Strassera – Nunca tive guarda-costas. E não é uma questão de valentia. Veja só o que aconteceu com (a primeira-ministra da Índia), Indira Gandhi, assassinada pelos próprios guarda-costas! Encaramos as ameaças com humor na época. Um dia telefonaram para fazer ameaças. Minha secretária respondeu à pessoa: “olhe, são 10:15 horas…o horário de atenção para ameaças vai de 9:00 às 10:00. Se quiser encaminhar uma ameaça, ligue amanhã” (Strassera ri longamente).

Estado – Por qual motivo os julgamentos não foram transmitidos pela TV?
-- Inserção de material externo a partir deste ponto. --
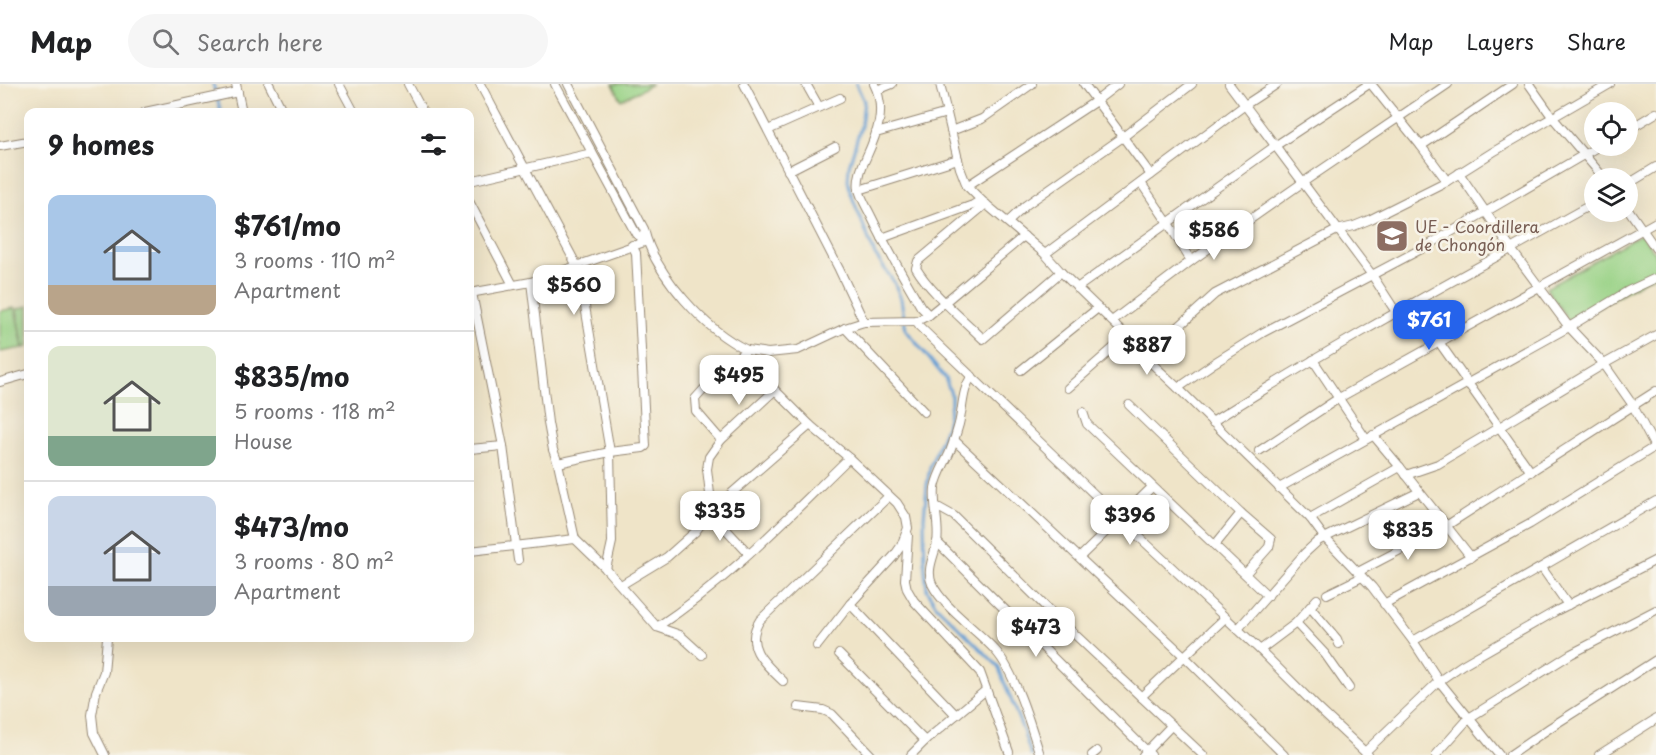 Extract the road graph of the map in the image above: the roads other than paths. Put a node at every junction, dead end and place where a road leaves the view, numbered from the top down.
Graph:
1 (269, 84) edge
2 (339, 84) edge
3 (408, 84) edge
4 (480, 84) edge
5 (555, 84) edge
6 (568, 84) edge
7 (744, 84) edge
8 (806, 84) edge
9 (892, 84) edge
10 (940, 84) edge
11 (1032, 84) edge
12 (1084, 84) edge
13 (1118, 84) edge
14 (1192, 84) edge
15 (1229, 84) edge
16 (1277, 84) edge
17 (1370, 84) edge
18 (1448, 84) edge
19 (1513, 84) edge
20 (1529, 84) edge
21 (1610, 84) edge
22 (875, 87) edge
23 (1597, 87) edge
24 (237, 88) edge
25 (840, 98) dead end
26 (1096, 100) junction
27 (1245, 105) junction
28 (819, 107) junction
29 (167, 108) edge
30 (241, 108) edge
31 (281, 108) edge
32 (352, 108) edge
33 (421, 108) edge
34 (947, 113) junction
35 (1656, 114) edge
36 (1553, 118) junction
37 (1398, 119) junction
38 (1638, 124) edge
39 (768, 130) junction
40 (951, 131) junction
41 (876, 133) junction
42 (1123, 137) junction
43 (24, 142) edge
44 (0, 146) edge
45 (1275, 146) junction
46 (1421, 146) junction
47 (835, 147) dead end
48 (592, 153) junction
49 (1583, 154) junction
50 (958, 159) junction
51 (1656, 167) edge
52 (526, 168) junction
53 (1595, 168) edge
54 (788, 171) junction
55 (1459, 173) junction
56 (1151, 175) junction
57 (1638, 178) edge
58 (474, 180) edge
59 (1447, 181) junction
60 (1141, 183) junction
61 (1302, 183) junction
62 (967, 186) junction
63 (859, 190) junction
64 (983, 202) junction
65 (1584, 209) edge
66 (474, 210) edge
67 (1486, 211) junction
68 (1008, 222) junction
69 (1637, 222) edge
70 (1656, 222) edge
71 (1168, 223) junction
72 (1337, 230) junction
73 (1642, 230) junction
74 (1024, 236) junction
75 (882, 238) junction
76 (647, 240) junction
77 (632, 245) junction
78 (1511, 249) junction
79 (1656, 249) edge
80 (1045, 254) junction
81 (1191, 261) junction
82 (577, 266) junction
83 (1061, 272) junction
84 (1372, 275) junction
85 (1656, 278) edge
86 (531, 282) junction
87 (513, 285) junction
88 (1539, 286) junction
89 (1077, 288) junction
90 (474, 292) edge
91 (945, 303) junction
92 (1412, 304) junction
93 (474, 307) edge
94 (1098, 308) junction
95 (1396, 312) junction
96 (929, 315) junction
97 (917, 321) junction
98 (1112, 321) junction
99 (864, 322) junction
100 (1569, 327) junction
101 (845, 328) junction
102 (1656, 334) edge
103 (1127, 336) junction
104 (1439, 342) junction
105 (747, 350) junction
106 (1145, 357) junction
107 (1313, 360) junction
108 (1604, 364) junction
109 (1021, 370) dead end
110 (24, 375) edge
111 (972, 376) junction
112 (0, 382) edge
113 (1468, 383) junction
114 (1068, 388) dead end
115 (1178, 388) junction
116 (1656, 391) edge
117 (1339, 398) junction
118 (1632, 404) junction
119 (1129, 405) dead end
120 (924, 412) dead end
121 (1083, 412) dead end
122 (1212, 422) junction
123 (810, 425) junction
124 (1500, 428) junction
125 (1370, 437) junction
126 (721, 440) junction
127 (954, 440) junction
128 (503, 446) junction
129 (1656, 447) edge
130 (474, 449) edge
131 (1259, 451) dead end
132 (610, 452) junction
133 (849, 458) junction
134 (558, 463) junction
135 (1400, 467) junction
136 (1531, 472) junction
137 (1406, 475) junction
138 (1152, 487) junction
139 (1279, 488) junction
140 (1419, 492) junction
141 (889, 496) junction
142 (1656, 501) edge
143 (936, 506) junction
144 (710, 512) junction
145 (1241, 513) junction
146 (1119, 518) junction
147 (1310, 518) junction
148 (1446, 526) junction
149 (908, 528) junction
150 (1324, 537) junction
151 (575, 539) junction
152 (937, 542) junction
153 (1215, 545) junction
154 (517, 546) junction
155 (474, 551) edge
156 (749, 554) junction
157 (1080, 557) junction
158 (1471, 557) junction
159 (518, 560) dead end
160 (1656, 560) edge
161 (606, 568) junction
162 (1542, 568) junction
163 (1246, 573) junction
164 (1360, 574) junction
165 (621, 585) junction
166 (1327, 594) dead end
167 (1269, 596) junction
168 (1317, 599) dead end
169 (850, 604) junction
170 (1384, 604) junction
171 (1568, 605) junction
172 (1310, 607) junction
173 (1656, 610) edge
174 (1051, 612) junction
175 (1225, 618) junction
176 (1296, 623) junction
177 (657, 627) junction
178 (1238, 629) junction
179 (1030, 634) junction
180 (1413, 641) junction
181 (107, 642) edge
182 (1340, 644) dead end
183 (818, 645) dead end
184 (1260, 650) junction
185 (839, 654) dead end
186 (702, 655) dead end
187 (1184, 656) junction
188 (1656, 660) edge
189 (783, 681) dead end
190 (1439, 681) junction
191 (1349, 688) dead end
192 (986, 690) junction
193 (1141, 697) junction
194 (798, 707) dead end
195 (957, 715) junction
196 (1469, 718) junction
197 (1656, 719) edge
198 (1172, 725) junction
199 (925, 741) junction
200 (1010, 752) dead end
201 (1147, 754) edge
202 (1367, 754) edge
203 (105, 755) edge
204 (871, 755) edge
205 (911, 755) edge
206 (1040, 755) edge
207 (1203, 755) edge
208 (1284, 755) edge
209 (1436, 755) edge
210 (1498, 755) edge
211 (1510, 755) edge
212 (1599, 755) edge

1 - 31 street
2 - 32 street
3 - 33 street
4 - 52 street
5 - 48 street
6 - 76 street
7 - 39 street
8 - 28 street
9 - 22 street
10 - 34 street
11 - 40 street
12 - 26 street
13 - 26 street
14 - 42 street
15 - 27 street
16 - 27 street
17 - 37 street
17 - 45 street
18 - 37 street
19 - 46 street
20 - 36 street
21 - 23 street
22 - 41 street
23 - 36 street
24 - 29 street
24 - 30 street
25 - 28 street
26 - 42 street
26 - 62 street
27 - 45 street
27 - 56 street
28 - 39 street
34 - 40 street
34 - 41 street
35 - 38 street
36 - 49 street
36 - 55 street
37 - 46 street
37 - 61 street
39 - 54 street
40 - 50 street
41 - 63 street
42 - 56 street
42 - 68 street
43 - 44 street
45 - 61 street
45 - 71 street
46 - 59 street
47 - 54 street
48 - 52 street
48 - 76 street
49 - 53 street
49 - 67 street
50 - 62 street
50 - 63 street
51 - 57 street
52 - 58 street
52 - 82 street
54 - 99 street
55 - 59 street
55 - 67 street
56 - 60 street
59 - 72 street
60 - 71 street
60 - 80 street
61 - 72 street
61 - 81 street
62 - 64 street
63 - 75 street
64 - 68 street
64 - 75 street
64 - 91 street
65 - 78 street
66 - 87 street
67 - 78 street
67 - 84 street
68 - 74 street
69 - 73 street
70 - 73 street
71 - 81 street
71 - 89 street
72 - 84 street
72 - 106 street
73 - 79 street
73 - 88 street
74 - 80 street
74 - 91 street
75 - 96 street
76 - 77 street
76 - 105 street
77 - 82 street
77 - 132 street
78 - 88 street
78 - 92 street
80 - 83 street
81 - 98 street
82 - 86 street
82 - 132 street
83 - 89 street
83 - 91 street
84 - 95 street
84 - 115 street
85 - 100 street
86 - 87 street
86 - 134 street
87 - 90 street
88 - 100 street
88 - 104 street
89 - 94 street
91 - 96 street
92 - 95 street
92 - 104 street
93 - 128 street
94 - 98 street
94 - 109 street
95 - 107 street
96 - 97 street
97 - 99 street
97 - 111 street
98 - 103 street
99 - 101 street
100 - 108 street
100 - 113 street
101 - 105 street
101 - 120 street
102 - 108 street
103 - 106 street
103 - 114 street
104 - 113 street
104 - 117 street
105 - 126 street
106 - 115 street
107 - 117 street
107 - 122 street
108 - 118 street
108 - 124 street
110 - 112 street
111 - 127 street
111 - 146 street
113 - 124 street
113 - 125 street
115 - 122 street
116 - 118 street
117 - 125 street
117 - 131 street
118 - 129 street
118 - 136 street
119 - 145 street
121 - 138 street
122 - 139 street
123 - 126 street
123 - 133 street
123 - 144 street
124 - 136 street
124 - 137 street
125 - 135 street
125 - 139 street
126 - 144 street
127 - 143 street
127 - 157 street
128 - 130 street
128 - 154 street
129 - 158 street
132 - 134 street
132 - 161 street
133 - 141 street
133 - 156 street
134 - 151 street
135 - 137 street
135 - 147 street
136 - 148 street
137 - 140 street
138 - 146 street
138 - 153 street
139 - 147 street
140 - 148 street
140 - 150 street
141 - 149 street
141 - 189 street
142 - 162 street
143 - 152 street
143 - 174 street
144 - 156 street
144 - 165 street
145 - 153 street
145 - 163 street
146 - 157 street
146 - 175 street
147 - 150 street
148 - 158 street
148 - 164 street
149 - 169 street
149 - 192 street
150 - 164 street
150 - 167 street
151 - 154 street
151 - 161 street
152 - 179 street
152 - 206 street
153 - 163 street
154 - 155 street
154 - 159 street
156 - 177 street
157 - 187 street
158 - 170 street
160 - 171 street
161 - 165 street
162 - 171 street
162 - 180 street
163 - 167 street
164 - 166 street
164 - 170 street
165 - 177 street
167 - 178 street
168 - 172 street
169 - 183 street
169 - 195 street
170 - 180 street
171 - 190 street
172 - 176 street
172 - 182 street
173 - 196 street
174 - 179 street
174 - 193 street
175 - 178 street
175 - 187 street
176 - 184 street
176 - 191 street
177 - 186 street
178 - 184 street
179 - 201 street
180 - 190 street
181 - 203 street
184 - 202 street
185 - 199 street
187 - 193 street
187 - 208 street
188 - 211 street
190 - 196 street
190 - 202 street
192 - 195 street
192 - 200 street
193 - 198 street
194 - 204 street
195 - 199 street
196 - 209 street
196 - 210 street
197 - 212 street
198 - 201 street
198 - 207 street
199 - 205 street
Strassera – Alfonsín ficou preocupado pela reação da população. “Estas coisas podem comover gravemente a opinião pública”, me disse. É que havia depoimentos impactantes, como a mãe do adolescente Floreal Avellaneda, que foi empalado pelos militares! As coisas que essa mãe relatava! Uma mãe disse que seu filho havido sido pego armando uma bomba. Olhe só: ela não disse que seu filho era um santo. Mas, na sequência, ela disse: “mas ele não merecia um julgamento, tal como este que está acontecendo? Mas, os militares o mataram e me devolveram meu filho na forma de um saco com ossos”. Eram coisas muito graves para que a TV transmitisse todos os dias…

Estado – O que achou das Leis de Ponto Final e de Obediência Devida? E o que pensa do indulto concedido por Menem à cúpula militar?

Strassera – As leis de ponto final e obediência devida são ditadas após duas rebeliões militares. Mas, os indultos foram uma imoralidade gratuita, já que não existiam nem pedidos da sociedade para isso, sequer pedidos setoriais, isto é, dos quartéis. Mas, considero que o ex-presidente Carlos Menem quis ficar bem com vários setores simpatizantes da ditadura, como alguns setores da Igreja Católica, de certos empresários e de vários líderes sindicais. O governo Alfonsín estava contra a parede na época das leis de ponto final e obediência devida. Menem não estava contra a parede…

Estado – No julgamento algum dos réus teve um comportamento sui generis?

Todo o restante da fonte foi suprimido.